Migranti Accordo Ue-Turchia: rinuncia ai valori europei? Marina Castellaneta 13/04/2016 |
Tra necessità legate a ragioni elettorali nazionali, populismo e una malintesa esigenza di sicurezza e di tutela del benessere in casa propria, il Consiglio europeo del 18 marzo scorso si è chiuso con una dichiarazione/accordo con la Turchia che presenta molte zone d’ombra sulla strada che l’Unione europea (Ue) intende perseguire nel “risolvere” la crisi umanitaria in Siria e il dramma dei migranti.
Dubbi di legittimità
All’indomani dei primi round di trasferimenti avviati, in esecuzione dell’accordo, il 4 aprile dalla Grecia verso la Turchia, e che hanno portato - come scrive la Commissione europea - a una riduzione degli arrivi sulle coste greche dai 1.667 del 20 marzo ai 339 del 3 aprile, è opportuno soffermarsi sui dubbi, sotto il profilo della legittimità e dell’opportunità politica, che l’accordo suscita.
L’intesa è incentrata su tre pilastri: ritorno automatico in Turchia dei migranti che arrivano da quel paese in Grecia; reinsediamento dei profughi siriani in Europa (sulla base del principio un ritorno in Turchia, un reinsediamento in Europa) e concessioni alla Turchia per accelerare l’adesione all’Ue.
Vediamo perché, al di là della probabile ineffettività dell’accordo - che non farà altro che chiudere una rotta e aprirne un’altra - l’intesa segna una sconfitta nell’azione Ue relativa alla politica comune d’immigrazione che è “fondata sulla solidarietà tra Stati membri ed equa nei confronti dei cittadini dei paesi terzi”.
Prima di tutto, per l’arretramento e forse proprio per l’implosione dei valori fondanti dell’Ue. Poi perché la regola base dell’accordo è un baratto, fondato sul sistema di scambio tra esseri umani, molti dei quali puniti - coloro che dalla Turchia fuggono in Grecia, per inseguire il miraggio di una vita dignitosa - e pochi altri premiati.
Non solo.
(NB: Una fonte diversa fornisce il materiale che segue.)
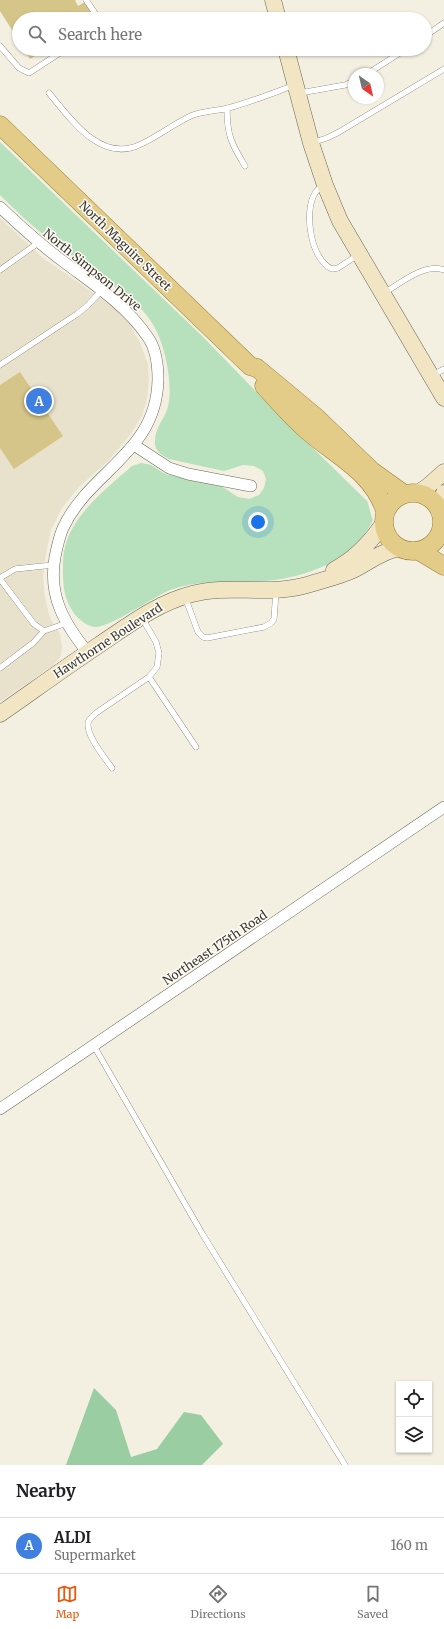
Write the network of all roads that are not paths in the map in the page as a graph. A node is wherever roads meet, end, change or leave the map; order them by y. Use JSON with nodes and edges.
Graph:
{"nodes":[{"id":1,"x":86,"y":0,"type":"edge"},
{"id":2,"x":273,"y":0,"type":"edge"},
{"id":3,"x":94,"y":12,"type":"edge"},
{"id":4,"x":276,"y":12,"type":"edge"},
{"id":5,"x":444,"y":23,"type":"edge"},
{"id":6,"x":432,"y":31,"type":"edge"},
{"id":7,"x":0,"y":46,"type":"edge"},
{"id":8,"x":55,"y":56,"type":"edge"},
{"id":9,"x":288,"y":56,"type":"edge"},
{"id":10,"x":395,"y":56,"type":"edge"},
{"id":11,"x":376,"y":68,"type":"edge"},
{"id":12,"x":444,"y":69,"type":"edge"},
{"id":13,"x":348,"y":84,"type":"edge"},
{"id":14,"x":296,"y":90,"type":"junction"},
{"id":15,"x":49,"y":93,"type":"dead end"},
{"id":16,"x":227,"y":108,"type":"junction"},
{"id":17,"x":0,"y":125,"type":"edge"},
{"id":18,"x":311,"y":143,"type":"junction"},
{"id":19,"x":245,"y":166,"type":"dead end"},
{"id":20,"x":325,"y":185,"type":"junction"},
{"id":21,"x":0,"y":207,"type":"edge"},
{"id":22,"x":38,"y":243,"type":"junction"},
{"id":23,"x":358,"y":255,"type":"junction"},
{"id":24,"x":0,"y":270,"type":"edge"},
{"id":25,"x":444,"y":270,"type":"edge"},
{"id":26,"x":101,"y":291,"type":"junction"},
{"id":27,"x":382,"y":294,"type":"junction"},
{"id":28,"x":0,"y":365,"type":"edge"},
{"id":29,"x":250,"y":366,"type":"junction"},
{"id":30,"x":438,"y":373,"type":"edge"},
{"id":31,"x":444,"y":398,"type":"edge"},
{"id":32,"x":134,"y":445,"type":"junction"},
{"id":33,"x":444,"y":472,"type":"edge"},
{"id":34,"x":251,"y":486,"type":"dead end"},
{"id":35,"x":411,"y":493,"type":"junction"},
{"id":36,"x":442,"y":501,"type":"edge"},
{"id":37,"x":384,"y":518,"type":"junction"},
{"id":38,"x":443,"y":537,"type":"edge"},
{"id":39,"x":399,"y":548,"type":"junction"},
{"id":40,"x":419,"y":551,"type":"junction"},
{"id":41,"x":53,"y":565,"type":"junction"},
{"id":42,"x":444,"y":566,"type":"edge"},
{"id":43,"x":0,"y":578,"type":"edge"},
{"id":44,"x":321,"y":580,"type":"junction"},
{"id":45,"x":276,"y":589,"type":"junction"},
{"id":46,"x":185,"y":596,"type":"junction"},
{"id":47,"x":141,"y":616,"type":"junction"},
{"id":48,"x":67,"y":623,"type":"junction"},
{"id":49,"x":44,"y":631,"type":"junction"},
{"id":50,"x":88,"y":653,"type":"junction"},
{"id":51,"x":0,"y":668,"type":"edge"},
{"id":52,"x":149,"y":677,"type":"junction"},
{"id":53,"x":0,"y":714,"type":"edge"},
{"id":54,"x":196,"y":747,"type":"dead end"},
{"id":55,"x":112,"y":768,"type":"dead end"},
{"id":56,"x":444,"y":807,"type":"edge"},
{"id":57,"x":94,"y":1046,"type":"junction"},
{"id":58,"x":0,"y":1109,"type":"edge"},
{"id":59,"x":345,"y":1465,"type":"edge"}],
"edges":[{"from":1,"to":3,"type":"lane"},
{"from":2,"to":4,"type":"street"},
{"from":5,"to":6,"type":"lane"},
{"from":7,"to":8,"type":"lane"},
{"from":9,"to":14,"type":"street"},
{"from":10,"to":11,"type":"lane"},
{"from":12,"to":18,"type":"lane"},
{"from":13,"to":14,"type":"lane"},
{"from":14,"to":16,"type":"lane"},
{"from":14,"to":18,"type":"street"},
{"from":15,"to":16,"type":"lane"},
{"from":16,"to":19,"type":"lane"},
{"from":17,"to":29,"type":"main road","name":"North Maguire Street"},
{"from":18,"to":20,"type":"street"},
{"from":20,"to":23,"type":"street"},
{"from":20,"to":23,"type":"lane"},
{"from":21,"to":22,"type":"street","name":"North Simpson Drive"},
{"from":22,"to":24,"type":"lane"},
{"from":22,"to":26,"type":"street","name":"North Simpson Drive"},
{"from":23,"to":27,"type":"street"},
{"from":25,"to":27,"type":"lane"},
{"from":26,"to":28,"type":"lane"},
{"from":26,"to":32,"type":"street","name":"North Simpson Drive"},
{"from":27,"to":30,"type":"street"},
{"from":29,"to":35,"type":"main road","name":"North Maguire Street"},
{"from":29,"to":37,"type":"main road","name":"North Maguire Street"},
{"from":30,"to":31,"type":"street"},
{"from":32,"to":34,"type":"street"},
{"from":32,"to":41,"type":"street","name":"North Simpson Drive"},
{"from":33,"to":35,"type":"street"},
{"from":35,"to":36,"type":"main road"},
{"from":35,"to":37,"type":"main road"},
{"from":36,"to":38,"type":"main road"},
{"from":37,"to":39,"type":"main road"},
{"from":37,"to":44,"type":"street","name":"Hawthorne Boulevard"},
{"from":38,"to":40,"type":"main road"},
{"from":39,"to":40,"type":"main road"},
{"from":39,"to":44,"type":"street","name":"Hawthorne Boulevard"},
{"from":40,"to":42,"type":"main road"},
{"from":41,"to":43,"type":"lane"},
{"from":41,"to":48,"type":"street","name":"North Simpson Drive"},
{"from":43,"to":49,"type":"lane"},
{"from":44,"to":45,"type":"street","name":"Hawthorne Boulevard"},
{"from":45,"to":46,"type":"street","name":"Hawthorne Boulevard"},
{"from":45,"to":46,"type":"lane"},
{"from":46,"to":47,"type":"street","name":"Hawthorne Boulevard"},
{"from":47,"to":50,"type":"street","name":"Hawthorne Boulevard"},
{"from":47,"to":52,"type":"lane"},
{"from":48,"to":49,"type":"lane"},
{"from":48,"to":50,"type":"street","name":"North Simpson Drive"},
{"from":49,"to":51,"type":"lane"},
{"from":50,"to":53,"type":"street","name":"Hawthorne Boulevard"},
{"from":52,"to":54,"type":"lane"},
{"from":52,"to":55,"type":"lane"},
{"from":56,"to":57,"type":"street","name":"Northeast 175th Road"},
{"from":57,"to":58,"type":"street","name":"Northeast 175th Road"},
{"from":57,"to":59,"type":"lane"}]}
L’intesa mette in secondo piano, nella sostanza, gli obblighi di diritto internazionale - dalla Convenzione di Ginevra sullo status di rifugiati del 1951 alla Convenzione europea dei diritti dell’uomo - imposti agli stati e alla stessa Ue.
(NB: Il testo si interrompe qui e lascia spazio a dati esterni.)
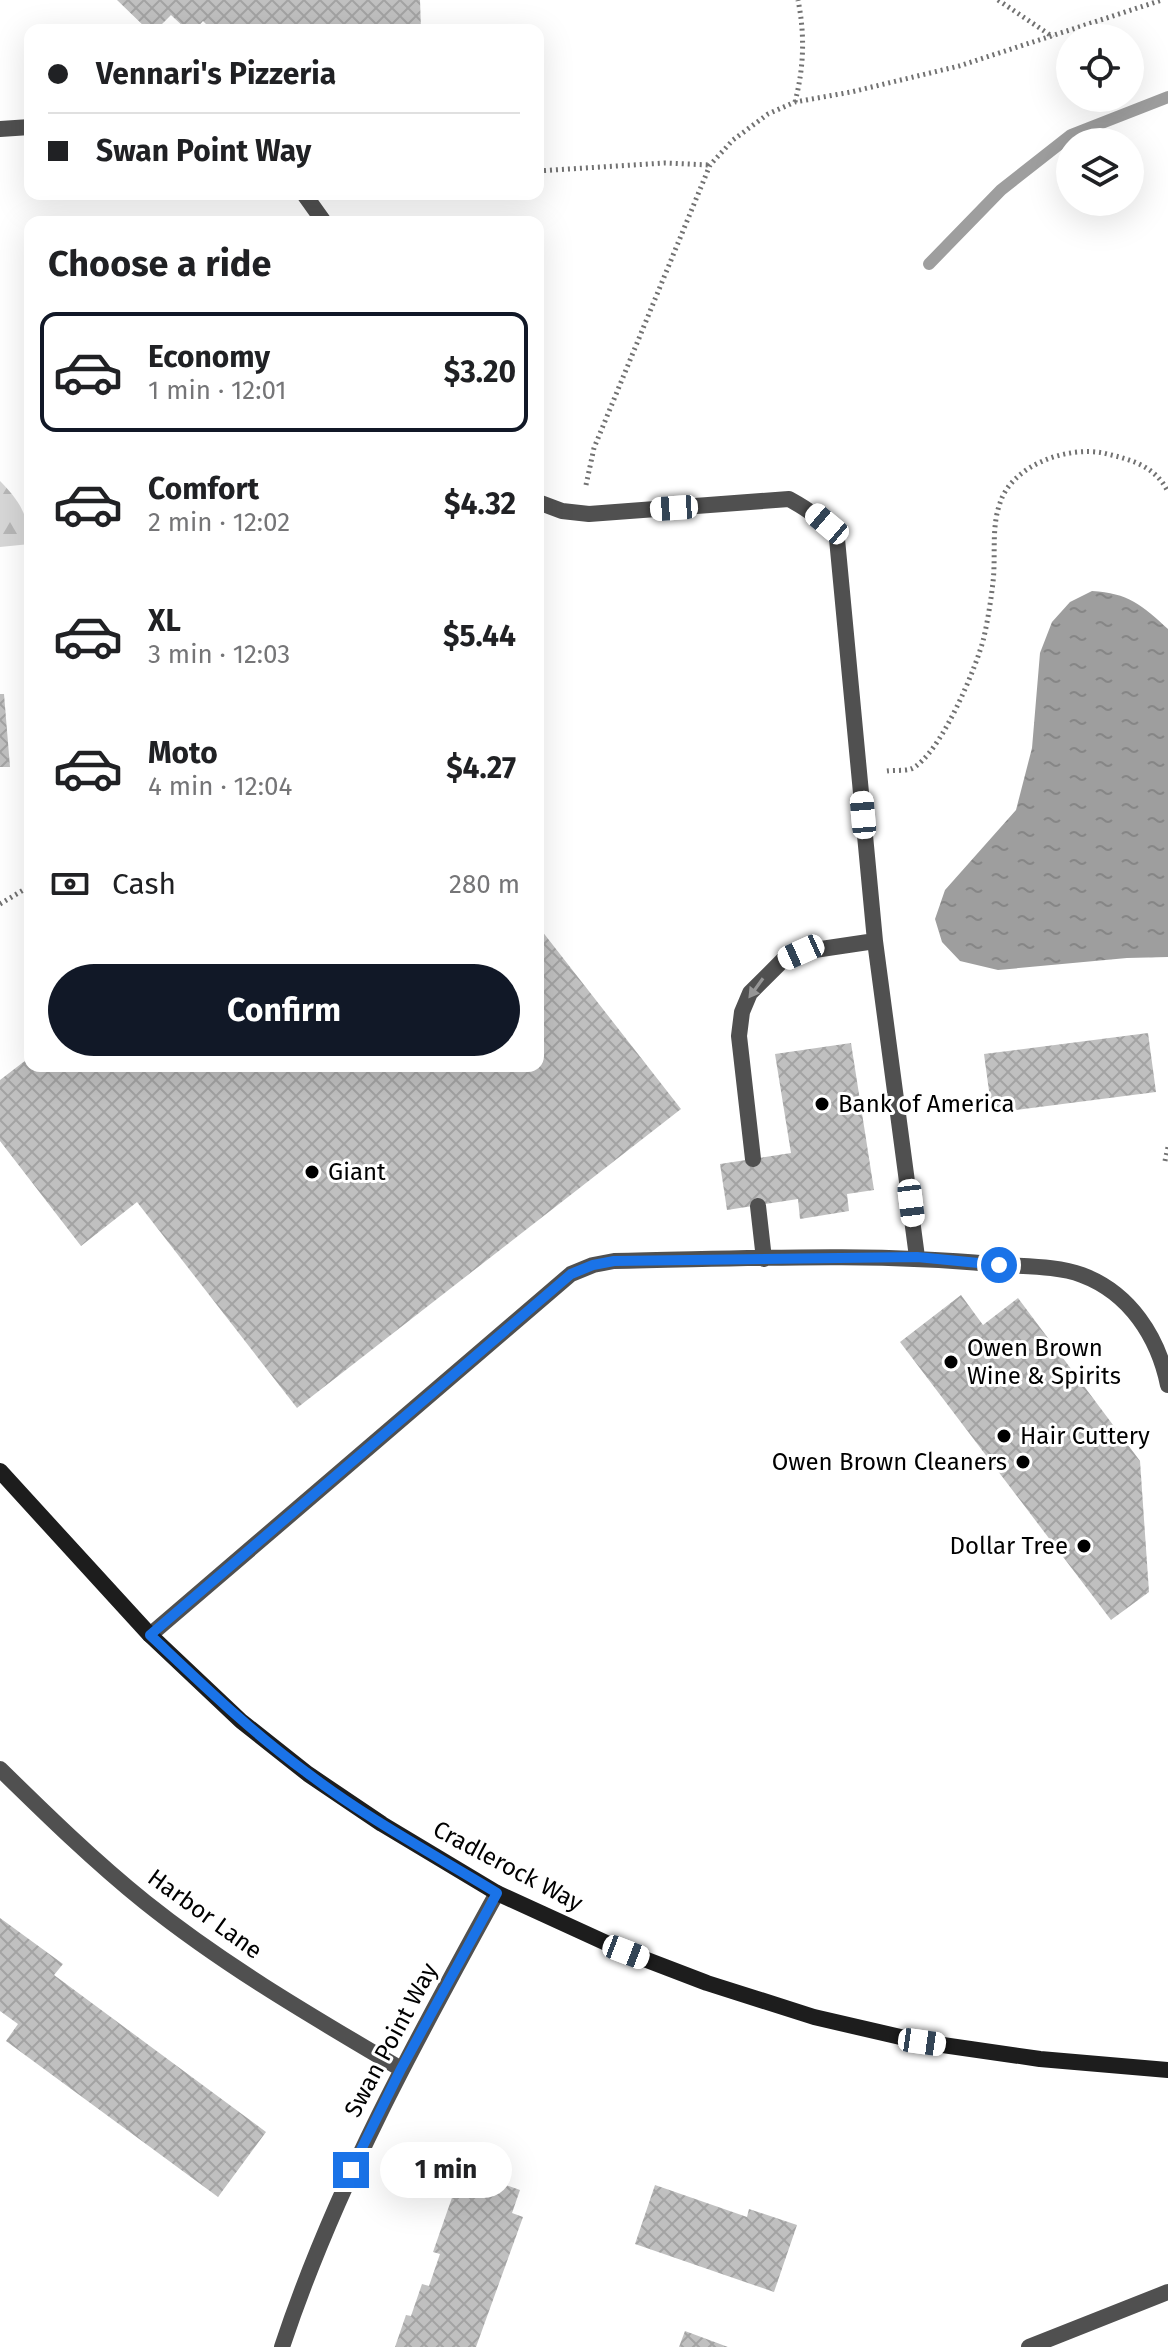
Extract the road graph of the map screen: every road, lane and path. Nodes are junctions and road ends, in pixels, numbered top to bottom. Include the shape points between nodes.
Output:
1 (798, 0) edge
2 (998, 0) edge
3 (1162, 0) edge
4 (1053, 37) junction
5 (795, 102) junction
6 (24, 127) edge
7 (0, 129) edge
8 (710, 165) junction
9 (544, 171) edge
10 (1168, 492) edge
11 (544, 504) edge
12 (589, 514) junction
13 (886, 771) dead end
14 (24, 890) edge
15 (0, 904) edge
16 (875, 941) junction
17 (1168, 1147) edge
18 (753, 1159) dead end
19 (1165, 1161) dead end
20 (758, 1206) dead end
21 (917, 1257) junction
22 (764, 1259) junction
23 (1168, 1385) edge
24 (0, 1471) edge
25 (150, 1635) junction
26 (0, 1769) edge
27 (497, 1893) junction
28 (401, 2069) junction
29 (1168, 2070) edge
30 (1168, 2292) edge
31 (282, 2347) edge
32 (1029, 2347) edge

1 - 5 path via 803,71
2 - 4 path
3 - 4 path
4 - 5 path via 959,66
5 - 8 path via 768,114
6 - 7 street
8 - 9 path
8 - 12 path via 594,448 586,480
10 - 13 path via 1151,470 1097,452 1067,453 1018,477 1000,501 984,639 947,728 911,769
11 - 12 street
12 - 16 street via 789,499 827,524 837,539
14 - 15 path
16 -> 18 street via 801,952 783,960 750,993 739,1036
16 - 21 street
17 - 19 path
20 - 22 street
21 - 22 street
21 - 23 street via 1081,1275 1132,1309 1150,1333
22 - 25 street via 614,1261 571,1274
24 - 25 street, Cradlerock Way
25 - 27 street, Cradlerock Way via 241,1721 308,1774
26 - 28 street, Harbor Lane via 145,1902 277,1996
27 - 28 street, Swan Point Way
27 - 29 street, Cradlerock Way via 626,1952 814,2017 922,2042
28 - 31 street, Swan Point Way via 329,2219
30 - 32 street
L’imbarazzante abbraccio con Ankara
Al di là del contenuto, poi, è l’abbraccio con la Turchia a essere in sé imbarazzante, proprio in una fase in cui il presidente Erdoğan è sempre più incline a sopprimere libertà fondamentali sull’altare del proprio potere.
Malgrado ciò, però, l’Ue mette il destino di esseri umani nelle mani di Ankara e acconsente all’accelerazione nella roadmap che porterà all’eliminazione, entro giugno 2016, degli obblighi di visto per i cittadini turchi che intendono entrare nello spazio Schengen.
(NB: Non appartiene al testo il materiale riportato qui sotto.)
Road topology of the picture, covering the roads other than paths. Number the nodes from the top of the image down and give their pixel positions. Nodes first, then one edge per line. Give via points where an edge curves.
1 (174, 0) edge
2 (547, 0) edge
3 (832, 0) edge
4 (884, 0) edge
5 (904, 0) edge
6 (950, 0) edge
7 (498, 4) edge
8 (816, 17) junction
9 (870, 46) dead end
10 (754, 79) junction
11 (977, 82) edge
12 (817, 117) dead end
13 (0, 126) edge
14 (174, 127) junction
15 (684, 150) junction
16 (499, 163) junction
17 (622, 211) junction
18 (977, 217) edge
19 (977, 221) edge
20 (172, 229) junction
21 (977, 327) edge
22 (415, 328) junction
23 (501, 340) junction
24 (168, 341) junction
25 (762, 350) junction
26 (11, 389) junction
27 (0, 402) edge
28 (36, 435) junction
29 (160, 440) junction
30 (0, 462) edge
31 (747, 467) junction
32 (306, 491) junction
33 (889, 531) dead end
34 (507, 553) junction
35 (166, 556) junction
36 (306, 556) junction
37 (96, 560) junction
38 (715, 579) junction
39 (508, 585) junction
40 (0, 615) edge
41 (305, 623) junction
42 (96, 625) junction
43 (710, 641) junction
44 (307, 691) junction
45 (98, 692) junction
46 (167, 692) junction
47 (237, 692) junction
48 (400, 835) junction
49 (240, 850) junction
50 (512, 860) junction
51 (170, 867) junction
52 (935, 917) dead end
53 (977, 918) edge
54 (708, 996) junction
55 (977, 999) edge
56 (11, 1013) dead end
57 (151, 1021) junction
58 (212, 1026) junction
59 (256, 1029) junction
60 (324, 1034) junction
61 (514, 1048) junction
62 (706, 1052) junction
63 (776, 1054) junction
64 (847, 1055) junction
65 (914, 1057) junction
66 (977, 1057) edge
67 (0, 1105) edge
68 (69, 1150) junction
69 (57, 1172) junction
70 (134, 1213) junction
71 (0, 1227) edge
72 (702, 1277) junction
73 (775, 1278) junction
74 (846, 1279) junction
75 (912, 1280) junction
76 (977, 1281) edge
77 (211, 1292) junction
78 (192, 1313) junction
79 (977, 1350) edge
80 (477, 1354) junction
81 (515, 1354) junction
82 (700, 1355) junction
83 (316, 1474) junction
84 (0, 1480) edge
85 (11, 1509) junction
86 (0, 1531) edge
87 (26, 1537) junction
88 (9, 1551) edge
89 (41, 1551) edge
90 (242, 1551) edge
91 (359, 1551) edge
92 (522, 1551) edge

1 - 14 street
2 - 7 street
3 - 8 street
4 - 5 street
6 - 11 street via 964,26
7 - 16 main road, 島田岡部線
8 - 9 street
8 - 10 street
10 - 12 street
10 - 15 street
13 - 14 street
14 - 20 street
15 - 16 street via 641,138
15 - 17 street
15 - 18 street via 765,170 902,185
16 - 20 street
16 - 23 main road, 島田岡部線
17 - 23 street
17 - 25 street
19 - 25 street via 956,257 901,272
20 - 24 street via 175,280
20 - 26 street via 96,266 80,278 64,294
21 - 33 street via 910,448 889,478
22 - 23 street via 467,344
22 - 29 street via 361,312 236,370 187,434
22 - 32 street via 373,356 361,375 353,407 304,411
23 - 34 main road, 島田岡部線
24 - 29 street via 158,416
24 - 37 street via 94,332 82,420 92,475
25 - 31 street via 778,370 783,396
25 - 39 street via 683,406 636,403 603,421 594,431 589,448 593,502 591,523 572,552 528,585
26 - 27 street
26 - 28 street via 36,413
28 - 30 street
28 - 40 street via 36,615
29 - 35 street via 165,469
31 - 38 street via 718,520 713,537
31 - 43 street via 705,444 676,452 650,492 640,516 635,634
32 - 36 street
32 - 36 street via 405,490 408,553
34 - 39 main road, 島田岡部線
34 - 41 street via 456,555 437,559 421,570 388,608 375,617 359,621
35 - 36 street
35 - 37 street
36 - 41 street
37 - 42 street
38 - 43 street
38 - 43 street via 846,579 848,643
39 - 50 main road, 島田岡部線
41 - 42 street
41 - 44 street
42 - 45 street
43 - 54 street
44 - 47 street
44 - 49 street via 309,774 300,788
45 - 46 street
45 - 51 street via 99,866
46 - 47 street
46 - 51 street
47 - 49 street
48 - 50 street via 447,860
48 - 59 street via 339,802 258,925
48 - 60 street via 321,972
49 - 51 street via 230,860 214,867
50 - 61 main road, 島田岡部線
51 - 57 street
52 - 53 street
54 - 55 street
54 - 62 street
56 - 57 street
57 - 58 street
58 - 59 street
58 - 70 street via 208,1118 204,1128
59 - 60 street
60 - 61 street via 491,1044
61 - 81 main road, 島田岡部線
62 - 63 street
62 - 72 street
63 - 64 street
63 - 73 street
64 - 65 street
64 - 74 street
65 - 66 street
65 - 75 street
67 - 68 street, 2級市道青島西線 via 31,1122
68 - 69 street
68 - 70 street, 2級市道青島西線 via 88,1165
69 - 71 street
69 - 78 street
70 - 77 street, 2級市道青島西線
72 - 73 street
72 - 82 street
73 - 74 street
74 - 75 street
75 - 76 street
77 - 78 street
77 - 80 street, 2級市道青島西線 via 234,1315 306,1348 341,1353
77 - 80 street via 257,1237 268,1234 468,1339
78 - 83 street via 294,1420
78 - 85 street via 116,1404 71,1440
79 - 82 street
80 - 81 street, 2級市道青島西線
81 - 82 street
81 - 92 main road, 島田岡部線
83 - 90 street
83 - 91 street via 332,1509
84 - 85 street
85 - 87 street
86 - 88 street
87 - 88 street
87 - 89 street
Un do ut des stigmatizzato anche dal Parlamento europeo che, tra l’altro, è stato tagliato fuori dall’intesa con ulteriori dubbi circa la sua conformità al Trattato sul funzionamento dell’Ue (in particolare all’articolo 218, sulla procedura di conclusione degli accordi internazionali).
Controllo delle frontiere e diritti umani
Per quanto riguarda il primo punto, ossia l’accantonamento dei valori europei che è un colpo di piccone alla già debole identità europea, è evidente che tra “ripresa del controllo” delle frontiere esterne e tutela degli individui in fuga da miseria e guerra, l’Ue sceglie senza esitazioni la prima. E questo, malgrado le parole scritte nel Trattato di Lisbona che ha rafforzato la tutela dei diritti umani.
Alle parole dovrebbero seguire i fatti, con la conseguenza che l’Ue dovrebbe essere in prima linea nel bloccare ritorni di massa e reinsediamenti di poche e selezionate vittime e favorire, piuttosto, corridori umanitari che possano condurre chi cerca scampo da guerra, povertà estrema e persecuzioni, in zone sicure.
Come detto, poi, è proprio l’upgrade di Ankara a destare allarme. In pratica, la Turchia di Erdoğan, che stringe il paese sempre di più in una morsa autoritaria, viene classificata come paese sicuro (malgrado mantenga ancora la riserva geografica all’applicazione della Convenzione di Ginevra), con la conseguenza che la domanda di asilo di un migrante che compie la traversata dalla Turchia alla Grecia dovrà essere dichiarata inammissibile, come si legge nelle conclusioni del 18 marzo, “sulla base del concetto di ‘paese di primo asilo’ o ‘paese terzo sicuro’, in conformità del diritto europeo e internazionale”.
Eppure poche righe dopo, al paragrafo 5, l’Ue “ribadisce che si attende che la Turchia rispetti gli standard più elevati in materia di democrazia, stato di diritto, rispetto delle libertà fondamentali, compresa la libertà di espressione”. Un auspicio che Ankara rafforzi i diritti umani, senza alcuna base fattuale sufficiente, considerando che tutto va nella direzione opposta.
L’allarme dell’Unhcr
Sul fronte degli impegni internazionali, l’intesa ha già suscitato allarme nell’agenzia delle Nazioni Unite per i rifugiati, per la quale “i rifugiati hanno bisogno di protezione, non di respingimenti”.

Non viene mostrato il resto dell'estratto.